Among their projects, Mergenthal was involved in a “community curation” program that connected artists and other members of underrepresented groups with a financial stipend to develop presentations about how their culture intersects with museum artifacts.

A Lakotah metal worker showed off modern metal art and explained “how indigenous art is not just a fixture of the past, but is ongoing in the present,” Mergenthal said, and a Guatemalan Mayan textile weaver made a similar comparison between her work today and longstanding museum pieces. Some presentations were delivered in multiple languages, a first for the museum.

“That’s now been cut,” Mergenthal said. “The museum is choosing to part ways with a number of talented staff across all departments.”

Even more surprising, Mergenthal said, was the decision to entirely eliminate the museum’s evaluations department, which studied the visitor experience and other exhibit and program data, such as feedback from teachers who received the museum’s STEM kits, which are designed to be used as classroom teaching tools.

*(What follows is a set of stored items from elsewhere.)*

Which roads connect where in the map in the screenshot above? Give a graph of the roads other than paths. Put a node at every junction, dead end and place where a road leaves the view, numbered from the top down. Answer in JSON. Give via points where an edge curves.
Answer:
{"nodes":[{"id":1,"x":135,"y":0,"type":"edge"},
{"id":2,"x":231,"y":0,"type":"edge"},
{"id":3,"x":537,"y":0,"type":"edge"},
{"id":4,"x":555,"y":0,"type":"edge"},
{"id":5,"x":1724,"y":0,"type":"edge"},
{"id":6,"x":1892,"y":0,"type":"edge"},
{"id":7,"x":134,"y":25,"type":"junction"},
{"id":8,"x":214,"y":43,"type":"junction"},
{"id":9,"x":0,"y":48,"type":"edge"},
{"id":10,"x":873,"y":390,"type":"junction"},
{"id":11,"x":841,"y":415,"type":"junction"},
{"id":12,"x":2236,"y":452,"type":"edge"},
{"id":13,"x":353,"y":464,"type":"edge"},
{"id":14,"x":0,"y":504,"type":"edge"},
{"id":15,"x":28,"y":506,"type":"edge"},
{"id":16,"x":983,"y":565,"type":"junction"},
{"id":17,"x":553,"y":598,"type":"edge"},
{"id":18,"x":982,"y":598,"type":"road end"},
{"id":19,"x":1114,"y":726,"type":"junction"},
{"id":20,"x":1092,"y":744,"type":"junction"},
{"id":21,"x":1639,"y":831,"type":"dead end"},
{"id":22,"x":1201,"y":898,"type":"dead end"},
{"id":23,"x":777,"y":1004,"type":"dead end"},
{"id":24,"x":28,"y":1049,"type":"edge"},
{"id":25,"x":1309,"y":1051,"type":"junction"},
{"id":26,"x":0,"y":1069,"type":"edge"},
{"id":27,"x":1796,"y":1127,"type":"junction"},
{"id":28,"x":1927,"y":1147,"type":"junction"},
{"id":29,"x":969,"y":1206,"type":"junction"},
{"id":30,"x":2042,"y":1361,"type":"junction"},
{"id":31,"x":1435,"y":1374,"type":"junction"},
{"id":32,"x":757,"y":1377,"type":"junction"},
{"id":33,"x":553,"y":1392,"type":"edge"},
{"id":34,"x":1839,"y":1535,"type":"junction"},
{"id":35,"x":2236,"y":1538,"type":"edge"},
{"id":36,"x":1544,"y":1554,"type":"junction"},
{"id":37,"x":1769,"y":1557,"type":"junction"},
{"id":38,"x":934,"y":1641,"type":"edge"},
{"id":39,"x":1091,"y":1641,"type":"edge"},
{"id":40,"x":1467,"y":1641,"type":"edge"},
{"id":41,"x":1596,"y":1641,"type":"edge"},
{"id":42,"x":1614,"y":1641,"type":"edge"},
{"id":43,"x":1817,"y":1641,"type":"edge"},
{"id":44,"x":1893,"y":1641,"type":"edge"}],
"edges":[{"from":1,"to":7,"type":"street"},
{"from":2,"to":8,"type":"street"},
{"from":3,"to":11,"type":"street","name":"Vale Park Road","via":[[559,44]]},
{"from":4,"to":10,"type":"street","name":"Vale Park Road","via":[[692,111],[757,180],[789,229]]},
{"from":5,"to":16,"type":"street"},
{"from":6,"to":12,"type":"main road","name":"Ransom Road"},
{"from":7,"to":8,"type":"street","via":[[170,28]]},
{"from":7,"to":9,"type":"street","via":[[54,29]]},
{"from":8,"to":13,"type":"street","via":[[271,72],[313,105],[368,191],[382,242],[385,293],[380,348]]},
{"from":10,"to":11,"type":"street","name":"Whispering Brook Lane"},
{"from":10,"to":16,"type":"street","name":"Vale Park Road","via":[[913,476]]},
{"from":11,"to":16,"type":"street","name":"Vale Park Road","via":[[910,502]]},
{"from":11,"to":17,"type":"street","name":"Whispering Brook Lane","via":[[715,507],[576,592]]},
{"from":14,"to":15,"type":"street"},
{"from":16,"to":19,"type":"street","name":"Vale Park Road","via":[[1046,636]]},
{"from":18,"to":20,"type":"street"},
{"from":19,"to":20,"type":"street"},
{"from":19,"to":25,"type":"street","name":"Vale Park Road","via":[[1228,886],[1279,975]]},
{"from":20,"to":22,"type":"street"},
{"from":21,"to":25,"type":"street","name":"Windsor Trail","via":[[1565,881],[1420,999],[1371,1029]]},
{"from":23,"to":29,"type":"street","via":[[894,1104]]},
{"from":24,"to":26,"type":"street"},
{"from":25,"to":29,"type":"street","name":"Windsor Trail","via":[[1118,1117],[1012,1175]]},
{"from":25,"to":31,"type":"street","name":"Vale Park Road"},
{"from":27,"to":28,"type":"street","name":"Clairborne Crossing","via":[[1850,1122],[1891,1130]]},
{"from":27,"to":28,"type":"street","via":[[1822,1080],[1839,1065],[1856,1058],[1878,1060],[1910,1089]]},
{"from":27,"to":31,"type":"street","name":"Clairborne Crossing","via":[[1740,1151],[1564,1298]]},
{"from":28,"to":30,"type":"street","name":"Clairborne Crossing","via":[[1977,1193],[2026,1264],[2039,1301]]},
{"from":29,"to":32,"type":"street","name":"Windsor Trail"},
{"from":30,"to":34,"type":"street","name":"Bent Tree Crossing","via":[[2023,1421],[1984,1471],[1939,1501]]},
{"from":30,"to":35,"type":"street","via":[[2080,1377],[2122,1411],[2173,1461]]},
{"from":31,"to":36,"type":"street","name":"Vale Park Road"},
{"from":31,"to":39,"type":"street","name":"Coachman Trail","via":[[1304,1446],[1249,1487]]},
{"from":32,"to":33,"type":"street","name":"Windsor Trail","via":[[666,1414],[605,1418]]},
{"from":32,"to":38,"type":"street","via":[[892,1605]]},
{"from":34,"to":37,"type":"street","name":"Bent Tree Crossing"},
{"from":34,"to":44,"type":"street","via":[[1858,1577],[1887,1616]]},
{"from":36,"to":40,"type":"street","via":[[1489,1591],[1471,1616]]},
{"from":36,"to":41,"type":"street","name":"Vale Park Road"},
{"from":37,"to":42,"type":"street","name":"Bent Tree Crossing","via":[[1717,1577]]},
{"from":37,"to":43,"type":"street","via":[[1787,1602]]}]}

“Turnover in the museum is such that many people were not here for the previous layoffs,” Mergenthal said. “There’s a sense of shock and hurt and betrayal by decisionmakers that things have gotten this bad and we only found out now in a very drastic way.”

Union notified

Following a recent labor drive, about two-thirds of the museum’s employees in 2023 joined the American Federation of State, County and Municipal Employees, or AFSCME, which represents their collective bargaining rights.

In a written statement, museum officials said the layoffs were in keeping with the inaugural labor agreements, which were ratified this year.

“We notified them yesterday,” Brown said Wednesday.

Andersen, the AFSCME Council 5 director, blamed the lay-offs on “persistent financial mismanagement” and said in a written statement that workers “have offered ideas, raised alarms, and put forward practical solutions to strengthen the museum’s future and avoid precisely this kind of harrowing moment.”